Paris Olympics round-up: Covid-hit Lyles denied, hurdles record smashed
On a star-studded night of Olympic action, NBA legend LeBron James led out the US basketball dream team in a crunch semi-final against Serbia.
Fresh from winning the closest 100m final in modern Olympic history, the brash Lyles was keen to showcase his speed and endurance in his preferred 200m.
But Tebogo stunned the fancied Americans with a storming run down the straight, relegating Lyles to bronze and his US teammate Kenneth Bednarek to silver.
The first African to win 200m gold, Tebogo clocked a continent-wide record time of 19.46sec, leaving a distraught Lyles prone on the track before being taken away in a wheelchair.
"It was really a beautiful race for me," Tebogo said.
"When we made it to the final, my coach just told me, 'Now my job is done, it's up to you to see what you can do'," he added.
Lyles later said he had tested positive for Covid two days before the race.
The 400m women's hurdles had been billed as perhaps the race of the Games, pitting McLaughlin-Levrone against Femke Bol of the Netherlands -- the two fastest women ever over the distance.
In the end, the race was hardly a contest, McLaughlin-Levrone taking the field apart and smashing her own world record to register a staggering 50.37sec.
Perhaps fatigued by an extraordinary anchor leg to win 4x400m mixed relay gold for her country, Bol trailed in third with 52.15sec.
Another record disappeared in the men's javelin, Pakistan's Arshad Nadeem throwing an Olympic best of 92.97m with his first effort for the country's first gold since 1984.
In the morning session, the American men and women had both powered through their 4x100m relay heats to warn off any rivals aiming to challenge their dominance.
Stung by having to settle for 100m silver, Sha'Carri Richardson ran her anchor leg in an eye-popping 9.99sec to see the women home.
Rounding off Thursday's packed schedule, three-time world champion Grant Holloway from the US won gold in the men's 110m hurdles in a time of 12.99sec.
'Lulled to sleep'
As the Paris Games builds to a crescendo this weekend, LeBron James led his dream team of US superstars into a semi-final against a Serbia powered by Nikola Jokic, the NBA's three-time most valuable player.
The US have won both previous meetings by 26 points but coach Steve Kerr was taking nothing for granted, saying: "We can't get lulled to sleep because we beat them twice."
The US would go on to claim a rather dramatic 95-91 win over the Serbs.
Hosts France, led by towering San Antonio Spurs star Victor Wembanyama, lie in their path to gold, after edging Germany 73-69 in the first semi-final.
Earlier Thursday, 24 women dived into the River Seine, which was deemed clean enough for competition, for the 10-kilometre swim through the heart of the city.
Sharon van Rouwendaal from the Netherlands won a gruelling battle against her competitors and a strong current in 2hr 3min 34sec, devoting her gold to the memory of her pet dog, Rio, who died in May.
"Swimming is my everything but so was he.

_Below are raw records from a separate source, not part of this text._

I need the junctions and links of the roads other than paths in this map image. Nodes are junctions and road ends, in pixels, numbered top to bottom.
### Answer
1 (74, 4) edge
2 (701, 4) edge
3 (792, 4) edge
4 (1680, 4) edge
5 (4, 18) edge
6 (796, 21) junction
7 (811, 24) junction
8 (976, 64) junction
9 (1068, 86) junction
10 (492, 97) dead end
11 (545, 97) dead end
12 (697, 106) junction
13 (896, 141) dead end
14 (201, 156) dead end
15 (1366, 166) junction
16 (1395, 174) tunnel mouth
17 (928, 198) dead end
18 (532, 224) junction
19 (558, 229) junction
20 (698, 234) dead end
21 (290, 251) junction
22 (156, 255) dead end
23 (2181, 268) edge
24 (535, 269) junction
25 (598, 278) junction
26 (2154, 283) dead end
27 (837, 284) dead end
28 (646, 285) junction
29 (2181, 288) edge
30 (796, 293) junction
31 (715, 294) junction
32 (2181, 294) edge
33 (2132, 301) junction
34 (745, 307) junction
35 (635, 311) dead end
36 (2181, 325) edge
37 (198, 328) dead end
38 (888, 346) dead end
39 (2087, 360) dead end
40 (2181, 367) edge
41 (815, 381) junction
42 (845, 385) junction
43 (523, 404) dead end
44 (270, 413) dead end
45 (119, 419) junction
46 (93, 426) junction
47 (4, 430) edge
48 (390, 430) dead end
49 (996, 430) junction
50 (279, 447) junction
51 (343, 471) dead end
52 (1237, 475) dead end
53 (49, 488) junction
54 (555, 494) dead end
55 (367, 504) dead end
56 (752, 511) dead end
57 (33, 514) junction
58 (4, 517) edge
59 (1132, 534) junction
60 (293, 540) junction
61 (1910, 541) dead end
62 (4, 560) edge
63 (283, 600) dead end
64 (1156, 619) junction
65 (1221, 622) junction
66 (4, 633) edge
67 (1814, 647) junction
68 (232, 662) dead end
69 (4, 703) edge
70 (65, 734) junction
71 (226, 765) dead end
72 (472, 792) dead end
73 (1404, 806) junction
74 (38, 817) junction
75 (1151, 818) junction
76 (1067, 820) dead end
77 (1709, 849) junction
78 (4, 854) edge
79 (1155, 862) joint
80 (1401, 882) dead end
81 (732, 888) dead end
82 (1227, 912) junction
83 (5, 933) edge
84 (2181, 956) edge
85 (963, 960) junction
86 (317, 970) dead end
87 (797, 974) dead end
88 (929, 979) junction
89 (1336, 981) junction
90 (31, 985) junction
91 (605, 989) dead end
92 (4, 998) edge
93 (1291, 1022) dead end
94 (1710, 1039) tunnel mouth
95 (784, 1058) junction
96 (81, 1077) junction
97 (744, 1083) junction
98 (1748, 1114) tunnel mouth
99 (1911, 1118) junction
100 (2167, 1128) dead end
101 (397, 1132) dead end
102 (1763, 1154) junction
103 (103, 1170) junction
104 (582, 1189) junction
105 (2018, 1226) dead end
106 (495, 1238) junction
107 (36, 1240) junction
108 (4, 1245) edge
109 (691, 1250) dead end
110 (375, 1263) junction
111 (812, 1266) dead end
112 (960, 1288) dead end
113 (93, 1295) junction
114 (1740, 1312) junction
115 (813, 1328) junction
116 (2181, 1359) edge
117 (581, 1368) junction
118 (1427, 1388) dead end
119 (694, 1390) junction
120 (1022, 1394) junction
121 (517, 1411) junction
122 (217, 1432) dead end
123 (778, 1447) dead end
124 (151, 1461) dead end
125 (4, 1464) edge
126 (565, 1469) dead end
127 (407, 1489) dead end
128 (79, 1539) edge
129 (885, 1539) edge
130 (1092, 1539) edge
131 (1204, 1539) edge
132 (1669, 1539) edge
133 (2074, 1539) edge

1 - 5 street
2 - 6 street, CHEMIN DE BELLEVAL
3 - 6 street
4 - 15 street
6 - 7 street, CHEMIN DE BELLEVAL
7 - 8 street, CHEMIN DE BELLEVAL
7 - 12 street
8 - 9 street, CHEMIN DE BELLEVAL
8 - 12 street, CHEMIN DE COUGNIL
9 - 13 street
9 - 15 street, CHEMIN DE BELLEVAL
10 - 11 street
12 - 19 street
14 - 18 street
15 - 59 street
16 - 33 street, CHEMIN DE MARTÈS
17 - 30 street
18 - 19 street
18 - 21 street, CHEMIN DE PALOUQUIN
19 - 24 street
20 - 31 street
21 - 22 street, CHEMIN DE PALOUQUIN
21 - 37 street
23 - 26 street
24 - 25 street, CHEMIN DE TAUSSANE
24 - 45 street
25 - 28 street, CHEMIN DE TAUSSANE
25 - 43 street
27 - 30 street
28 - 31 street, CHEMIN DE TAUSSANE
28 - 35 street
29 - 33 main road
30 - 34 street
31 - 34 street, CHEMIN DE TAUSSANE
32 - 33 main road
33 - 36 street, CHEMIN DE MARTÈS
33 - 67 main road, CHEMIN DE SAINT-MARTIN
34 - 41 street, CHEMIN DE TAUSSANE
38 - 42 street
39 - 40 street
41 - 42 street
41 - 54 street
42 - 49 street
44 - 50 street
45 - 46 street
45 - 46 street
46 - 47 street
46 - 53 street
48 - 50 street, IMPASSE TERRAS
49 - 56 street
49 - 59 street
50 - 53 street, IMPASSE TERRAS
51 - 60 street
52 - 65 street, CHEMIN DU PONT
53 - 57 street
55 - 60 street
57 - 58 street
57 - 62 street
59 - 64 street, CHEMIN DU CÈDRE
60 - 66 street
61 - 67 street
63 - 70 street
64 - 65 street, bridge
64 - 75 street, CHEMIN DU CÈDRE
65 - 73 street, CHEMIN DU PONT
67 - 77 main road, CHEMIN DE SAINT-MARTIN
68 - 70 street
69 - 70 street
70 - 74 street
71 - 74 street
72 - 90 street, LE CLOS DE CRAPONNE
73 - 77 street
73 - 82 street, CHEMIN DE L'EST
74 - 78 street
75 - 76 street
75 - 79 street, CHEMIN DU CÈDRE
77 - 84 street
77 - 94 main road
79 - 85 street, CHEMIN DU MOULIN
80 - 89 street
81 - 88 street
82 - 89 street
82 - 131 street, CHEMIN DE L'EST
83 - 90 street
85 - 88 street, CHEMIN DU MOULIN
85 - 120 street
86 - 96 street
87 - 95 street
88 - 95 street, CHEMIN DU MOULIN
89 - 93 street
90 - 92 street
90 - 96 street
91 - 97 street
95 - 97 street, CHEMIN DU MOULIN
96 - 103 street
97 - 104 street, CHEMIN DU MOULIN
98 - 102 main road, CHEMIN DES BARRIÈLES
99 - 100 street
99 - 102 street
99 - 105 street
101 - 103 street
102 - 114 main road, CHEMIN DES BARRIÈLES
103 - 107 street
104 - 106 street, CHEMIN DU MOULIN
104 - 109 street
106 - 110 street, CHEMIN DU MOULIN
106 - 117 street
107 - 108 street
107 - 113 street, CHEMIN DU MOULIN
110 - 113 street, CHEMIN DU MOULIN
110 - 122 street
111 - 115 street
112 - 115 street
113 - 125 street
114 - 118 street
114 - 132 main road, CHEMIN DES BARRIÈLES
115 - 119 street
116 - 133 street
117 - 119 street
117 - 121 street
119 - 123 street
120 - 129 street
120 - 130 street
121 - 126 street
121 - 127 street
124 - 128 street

My father said 'Swim one more time and do it for him' and that's what I did," she said.
Water quality in the Seine has been in the spotlight during the Olympics despite a 1.4-billion-euro ($1.5-billion) effort to improve sewerage and water treatment.
Organisers have been forced to scrap several training sessions and postpone the men's individual triathlon after assessing the water to be too dirty to swim in.
Penalty shoot-out
On the golf course, unheralded Swiss player Morgane Metraux took the halfway lead at Le Golf National after a spectacular front-nine of 28 in a six-under-par 66, taking her to eight-under for the tournament.
In men's hockey, world number one Netherlands secured their first gold in the event since 2000, beating Germany in a penalty shoot-out.
The Dutch are hoping to make it a double as the women face China for gold on Friday.
Former hockey powerhouse India clinched bronze with a nail-biting 2-1 win over Spain.